# What to work on:
Locate each line of the material that contains "ring", then return it.
====== Extracted entries
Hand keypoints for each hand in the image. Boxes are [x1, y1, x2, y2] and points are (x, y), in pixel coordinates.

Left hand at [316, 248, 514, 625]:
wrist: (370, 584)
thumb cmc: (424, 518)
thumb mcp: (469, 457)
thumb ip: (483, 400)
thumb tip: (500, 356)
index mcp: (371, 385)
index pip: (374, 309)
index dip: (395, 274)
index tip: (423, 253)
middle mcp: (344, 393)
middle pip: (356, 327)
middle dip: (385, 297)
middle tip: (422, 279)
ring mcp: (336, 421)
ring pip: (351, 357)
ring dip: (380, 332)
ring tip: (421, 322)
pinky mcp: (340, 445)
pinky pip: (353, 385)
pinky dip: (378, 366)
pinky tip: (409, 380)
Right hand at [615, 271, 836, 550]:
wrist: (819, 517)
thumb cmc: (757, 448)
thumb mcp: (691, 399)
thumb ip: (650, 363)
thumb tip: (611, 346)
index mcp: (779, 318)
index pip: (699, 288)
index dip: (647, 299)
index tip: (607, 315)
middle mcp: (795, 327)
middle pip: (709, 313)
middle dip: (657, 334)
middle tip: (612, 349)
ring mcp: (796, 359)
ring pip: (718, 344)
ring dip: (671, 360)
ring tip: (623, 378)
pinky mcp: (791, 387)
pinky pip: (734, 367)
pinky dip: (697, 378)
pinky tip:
============
# Answer below:
ring mcp: (336, 421)
ring pip: (351, 357)
ring dip: (380, 332)
ring tip: (421, 322)
ring mcp: (796, 359)
ring pip: (718, 344)
ring dip: (671, 360)
ring tip: (623, 378)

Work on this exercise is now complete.